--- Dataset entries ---
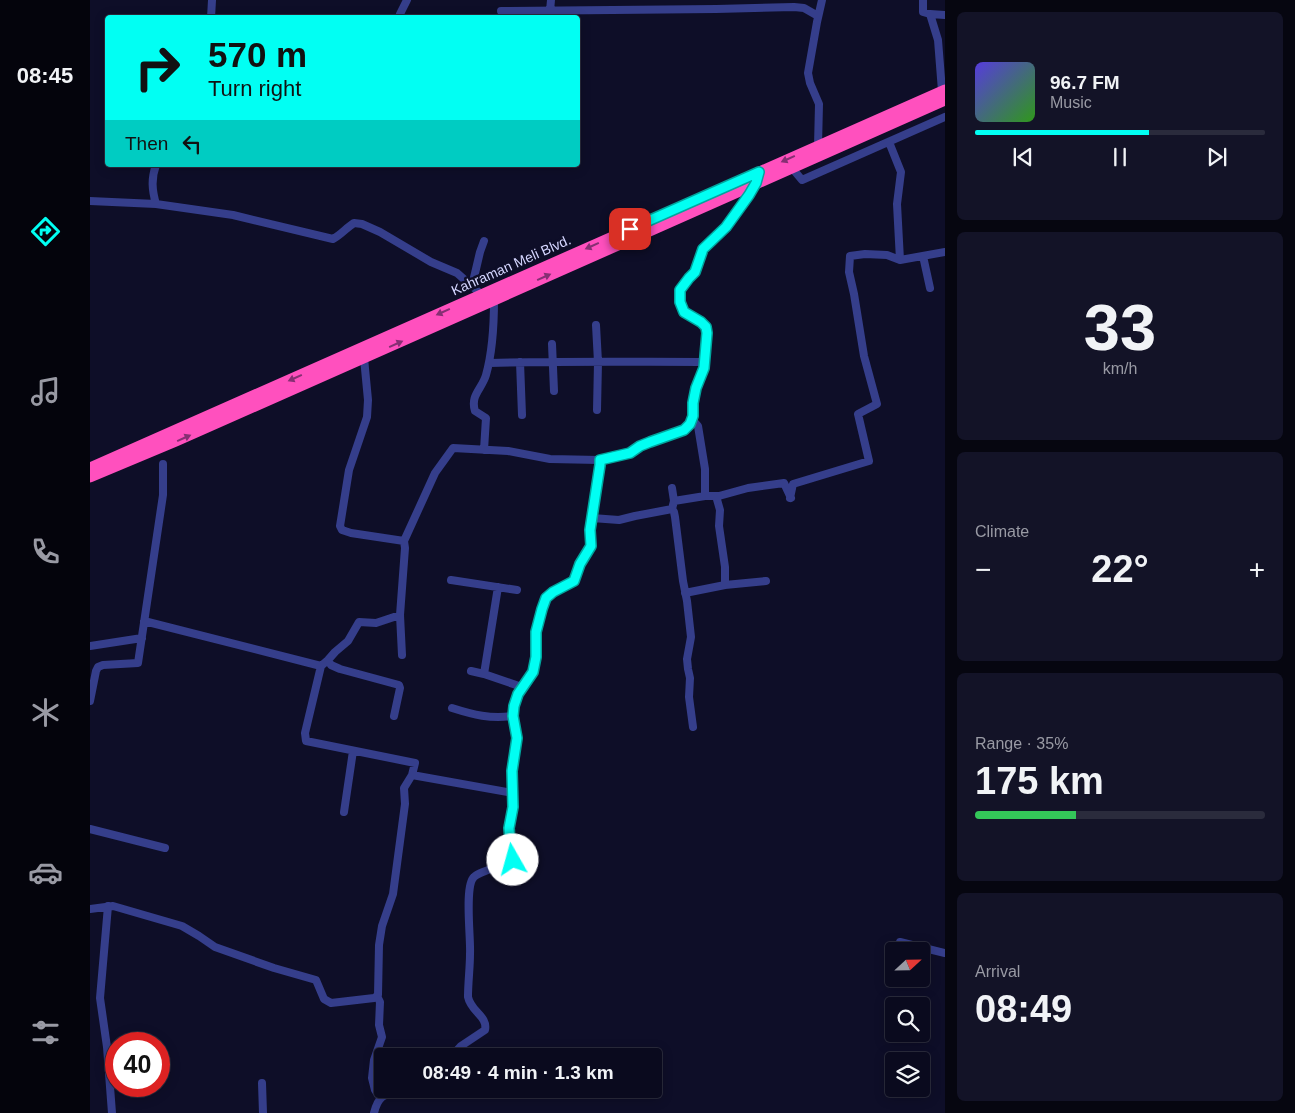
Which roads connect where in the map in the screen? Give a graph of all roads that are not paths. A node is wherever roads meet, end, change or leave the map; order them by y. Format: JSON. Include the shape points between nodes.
{"nodes":[{"id":1,"x":212,"y":0,"type":"edge"},
{"id":2,"x":407,"y":0,"type":"edge"},
{"id":3,"x":551,"y":0,"type":"edge"},
{"id":4,"x":717,"y":0,"type":"edge"},
{"id":5,"x":822,"y":0,"type":"edge"},
{"id":6,"x":923,"y":0,"type":"edge"},
{"id":7,"x":716,"y":9,"type":"junction"},
{"id":8,"x":501,"y":11,"type":"dead end"},
{"id":9,"x":550,"y":11,"type":"junction"},
{"id":10,"x":400,"y":14,"type":"dead end"},
{"id":11,"x":930,"y":14,"type":"junction"},
{"id":12,"x":211,"y":15,"type":"edge"},
{"id":13,"x":945,"y":15,"type":"edge"},
{"id":14,"x":818,"y":16,"type":"junction"},
{"id":15,"x":944,"y":94,"type":"edge"},
{"id":16,"x":945,"y":117,"type":"edge"},
{"id":17,"x":889,"y":142,"type":"junction"},
{"id":18,"x":818,"y":146,"type":"junction"},
{"id":19,"x":155,"y":167,"type":"edge"},
{"id":20,"x":792,"y":168,"type":"junction"},
{"id":21,"x":758,"y":177,"type":"junction"},
{"id":22,"x":90,"y":201,"type":"edge"},
{"id":23,"x":156,"y":204,"type":"junction"},
{"id":24,"x":484,"y":241,"type":"dead end"},
{"id":25,"x":945,"y":254,"type":"edge"},
{"id":26,"x":923,"y":256,"type":"junction"},
{"id":27,"x":900,"y":260,"type":"junction"},
{"id":28,"x":472,"y":286,"type":"junction"},
{"id":29,"x":930,"y":288,"type":"dead end"},
{"id":30,"x":482,"y":294,"type":"junction"},
{"id":31,"x":494,"y":300,"type":"junction"},
{"id":32,"x":596,"y":325,"type":"dead end"},
{"id":33,"x":552,"y":344,"type":"dead end"},
{"id":34,"x":364,"y":358,"type":"junction"},
{"id":35,"x":552,"y":361,"type":"junction"},
{"id":36,"x":520,"y":362,"type":"junction"},
{"id":37,"x":598,"y":362,"type":"junction"},
{"id":38,"x":705,"y":362,"type":"junction"},
{"id":39,"x":490,"y":363,"type":"junction"},
{"id":40,"x":554,"y":391,"type":"dead end"},
{"id":41,"x":597,"y":410,"type":"dead end"},
{"id":42,"x":522,"y":415,"type":"dead end"},
{"id":43,"x":692,"y":420,"type":"junction"},
{"id":44,"x":484,"y":450,"type":"junction"},
{"id":45,"x":600,"y":460,"type":"junction"},
{"id":46,"x":163,"y":464,"type":"dead end"},
{"id":47,"x":90,"y":468,"type":"edge"},
{"id":48,"x":90,"y":477,"type":"edge"},
{"id":49,"x":672,"y":488,"type":"dead end"},
{"id":50,"x":704,"y":496,"type":"junction"},
{"id":51,"x":716,"y":496,"type":"junction"},
{"id":52,"x":674,"y":501,"type":"junction"},
{"id":53,"x":672,"y":509,"type":"junction"},
{"id":54,"x":592,"y":518,"type":"junction"},
{"id":55,"x":404,"y":541,"type":"junction"},
{"id":56,"x":450,"y":580,"type":"dead end"},
{"id":57,"x":766,"y":581,"type":"dead end"},
{"id":58,"x":725,"y":585,"type":"junction"},
{"id":59,"x":498,"y":587,"type":"junction"},
{"id":60,"x":517,"y":590,"type":"dead end"},
{"id":61,"x":685,"y":593,"type":"junction"},
{"id":62,"x":400,"y":614,"type":"junction"},
{"id":63,"x":144,"y":621,"type":"junction"},
{"id":64,"x":142,"y":638,"type":"junction"},
{"id":65,"x":90,"y":646,"type":"edge"},
{"id":66,"x":402,"y":655,"type":"dead end"},
{"id":67,"x":328,"y":660,"type":"junction"},
{"id":68,"x":321,"y":666,"type":"junction"},
{"id":69,"x":471,"y":671,"type":"dead end"},
{"id":70,"x":484,"y":674,"type":"junction"},
{"id":71,"x":522,"y":687,"type":"junction"},
{"id":72,"x":90,"y":700,"type":"edge"},
{"id":73,"x":452,"y":708,"type":"dead end"},
{"id":74,"x":394,"y":716,"type":"dead end"},
{"id":75,"x":513,"y":716,"type":"junction"},
{"id":76,"x":693,"y":727,"type":"dead end"},
{"id":77,"x":353,"y":751,"type":"junction"},
{"id":78,"x":412,"y":775,"type":"junction"},
{"id":79,"x":513,"y":793,"type":"junction"},
{"id":80,"x":344,"y":812,"type":"dead end"},
{"id":81,"x":90,"y":829,"type":"edge"},
{"id":82,"x":165,"y":848,"type":"dead end"},
{"id":83,"x":108,"y":906,"type":"junction"},
{"id":84,"x":90,"y":909,"type":"edge"},
{"id":85,"x":930,"y":949,"type":"edge"},
{"id":86,"x":945,"y":953,"type":"edge"},
{"id":87,"x":376,"y":996,"type":"junction"},
{"id":88,"x":378,"y":1048,"type":"edge"},
{"id":89,"x":460,"y":1048,"type":"edge"},
{"id":90,"x":374,"y":1060,"type":"edge"},
{"id":91,"x":262,"y":1083,"type":"dead end"},
{"id":92,"x":374,"y":1086,"type":"edge"},
{"id":93,"x":380,"y":1098,"type":"edge"},
{"id":94,"x":112,"y":1113,"type":"edge"},
{"id":95,"x":263,"y":1113,"type":"edge"},
{"id":96,"x":374,"y":1113,"type":"edge"}],
"edges":[{"from":1,"to":12,"type":"street"},
{"from":2,"to":10,"type":"street"},
{"from":3,"to":9,"type":"street"},
{"from":4,"to":7,"type":"street"},
{"from":5,"to":14,"type":"street"},
{"from":6,"to":11,"type":"street","via":[[923,12]]},
{"from":7,"to":9,"type":"street"},
{"from":7,"to":14,"type":"street","via":[[794,7],[804,8]]},
{"from":8,"to":9,"type":"street"},
{"from":11,"to":13,"type":"street"},
{"from":11,"to":15,"type":"street","via":[[938,40]]},
{"from":14,"to":18,"type":"street","via":[[808,73],[819,104]]},
{"from":15,"to":18,"type":"highway","name":"Kahraman Meli Blvd."},
{"from":15,"to":20,"type":"highway","name":"Kahraman Meli Blvd."},
{"from":16,"to":17,"type":"street"},
{"from":17,"to":20,"type":"street","via":[[802,180]]},
{"from":17,"to":27,"type":"street","via":[[901,172],[897,204]]},
{"from":18,"to":21,"type":"highway","name":"Kahraman Meli Blvd.","one_way":true},
{"from":19,"to":23,"type":"street","via":[[152,189]]},
{"from":20,"to":21,"type":"highway","name":"Kahraman Meli Blvd."},
{"from":21,"to":30,"type":"highway","name":"Kahraman Meli Blvd.","one_way":true},
{"from":31,"to":21,"type":"highway","name":"Kahraman Meli Blvd.","one_way":true},
{"from":21,"to":38,"type":"street","via":[[726,227],[703,249],[695,272],[680,290],[684,312],[706,327]]},
{"from":22,"to":23,"type":"street"},
{"from":23,"to":28,"type":"street","via":[[232,215],[333,239],[354,223],[362,224],[457,273]]},
{"from":24,"to":28,"type":"street"},
{"from":25,"to":26,"type":"street"},
{"from":26,"to":27,"type":"street"},
{"from":26,"to":29,"type":"street"},
{"from":27,"to":51,"type":"street","via":[[880,255],[850,256],[849,272],[864,356],[877,404],[858,414],[869,461],[793,484],[791,500],[784,483]]},
{"from":28,"to":30,"type":"street"},
{"from":30,"to":47,"type":"highway","name":"Kahraman Meli Blvd.","one_way":true},
{"from":34,"to":31,"type":"highway","name":"Kahraman Meli Blvd.","one_way":true},
{"from":31,"to":39,"type":"street"},
{"from":32,"to":37,"type":"street"},
{"from":33,"to":35,"type":"street"},
{"from":48,"to":34,"type":"highway","name":"Kahraman Meli Blvd.","one_way":true},
{"from":34,"to":55,"type":"street","via":[[367,417],[349,470],[340,526],[351,533]]},
{"from":35,"to":36,"type":"street"},
{"from":35,"to":37,"type":"street"},
{"from":35,"to":40,"type":"street"},
{"from":36,"to":39,"type":"street"},
{"from":36,"to":42,"type":"street"},
{"from":37,"to":38,"type":"street"},
{"from":37,"to":41,"type":"street"},
{"from":38,"to":43,"type":"street","via":[[696,388]]},
{"from":39,"to":44,"type":"street","via":[[474,399],[475,411],[486,418]]},
{"from":43,"to":45,"type":"street","via":[[684,430],[640,446],[630,453]]},
{"from":43,"to":50,"type":"street","via":[[698,426],[705,469]]},
{"from":44,"to":45,"type":"street","via":[[550,459]]},
{"from":44,"to":55,"type":"street","via":[[453,448],[435,473]]},
{"from":45,"to":54,"type":"street"},
{"from":46,"to":63,"type":"street","via":[[163,495]]},
{"from":49,"to":52,"type":"street"},
{"from":50,"to":51,"type":"street"},
{"from":50,"to":52,"type":"street"},
{"from":51,"to":58,"type":"street","via":[[720,510]]},
{"from":52,"to":53,"type":"street"},
{"from":53,"to":54,"type":"street","via":[[620,520]]},
{"from":53,"to":61,"type":"street"},
{"from":54,"to":71,"type":"street","via":[[591,546],[574,581],[546,598],[536,632],[533,672]]},
{"from":55,"to":62,"type":"street"},
{"from":56,"to":59,"type":"street"},
{"from":57,"to":58,"type":"street"},
{"from":58,"to":61,"type":"street"},
{"from":59,"to":60,"type":"street"},
{"from":59,"to":70,"type":"street"},
{"from":61,"to":76,"type":"street","via":[[691,637],[688,664]]},
{"from":62,"to":66,"type":"street"},
{"from":62,"to":67,"type":"street","via":[[376,623],[359,622],[348,641]]},
{"from":63,"to":64,"type":"street"},
{"from":63,"to":68,"type":"street"},
{"from":64,"to":65,"type":"street"},
{"from":64,"to":72,"type":"street","via":[[138,662],[98,668]]},
{"from":67,"to":68,"type":"street"},
{"from":67,"to":74,"type":"street","via":[[330,665],[399,685]]},
{"from":68,"to":77,"type":"street","via":[[305,739]]},
{"from":69,"to":70,"type":"street"},
{"from":70,"to":71,"type":"street"},
{"from":71,"to":75,"type":"street"},
{"from":73,"to":75,"type":"street","via":[[498,718]]},
{"from":75,"to":79,"type":"street","via":[[517,738],[512,771]]},
{"from":77,"to":78,"type":"street","via":[[415,763]]},
{"from":77,"to":80,"type":"street"},
{"from":78,"to":79,"type":"street"},
{"from":78,"to":87,"type":"street","via":[[404,788],[405,804],[393,894],[379,945]]},
{"from":79,"to":89,"type":"street","via":[[509,828],[513,860],[478,874],[470,883],[468,997],[486,1027]]},
{"from":81,"to":82,"type":"street"},
{"from":83,"to":84,"type":"street"},
{"from":83,"to":87,"type":"street","via":[[182,926],[215,947],[316,980],[324,999],[330,1003]]},
{"from":83,"to":94,"type":"street","via":[[100,998]]},
{"from":85,"to":86,"type":"street"},
{"from":87,"to":88,"type":"street","via":[[380,1002],[382,1037]]},
{"from":90,"to":92,"type":"street"},
{"from":91,"to":95,"type":"street"},
{"from":93,"to":96,"type":"street"}]}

--- Exercise aim ---
Bring together each line above where the string "Blvd" turns up.

--- Expected output ---
{"from":15,"to":18,"type":"highway","name":"Kahraman Meli Blvd."},
{"from":15,"to":20,"type":"highway","name":"Kahraman Meli Blvd."},
{"from":18,"to":21,"type":"highway","name":"Kahraman Meli Blvd.","one_way":true},
{"from":20,"to":21,"type":"highway","name":"Kahraman Meli Blvd."},
{"from":21,"to":30,"type":"highway","name":"Kahraman Meli Blvd.","one_way":true},
{"from":31,"to":21,"type":"highway","name":"Kahraman Meli Blvd.","one_way":true},
{"from":30,"to":47,"type":"highway","name":"Kahraman Meli Blvd.","one_way":true},
{"from":34,"to":31,"type":"highway","name":"Kahraman Meli Blvd.","one_way":true},
{"from":48,"to":34,"type":"highway","name":"Kahraman Meli Blvd.","one_way":true},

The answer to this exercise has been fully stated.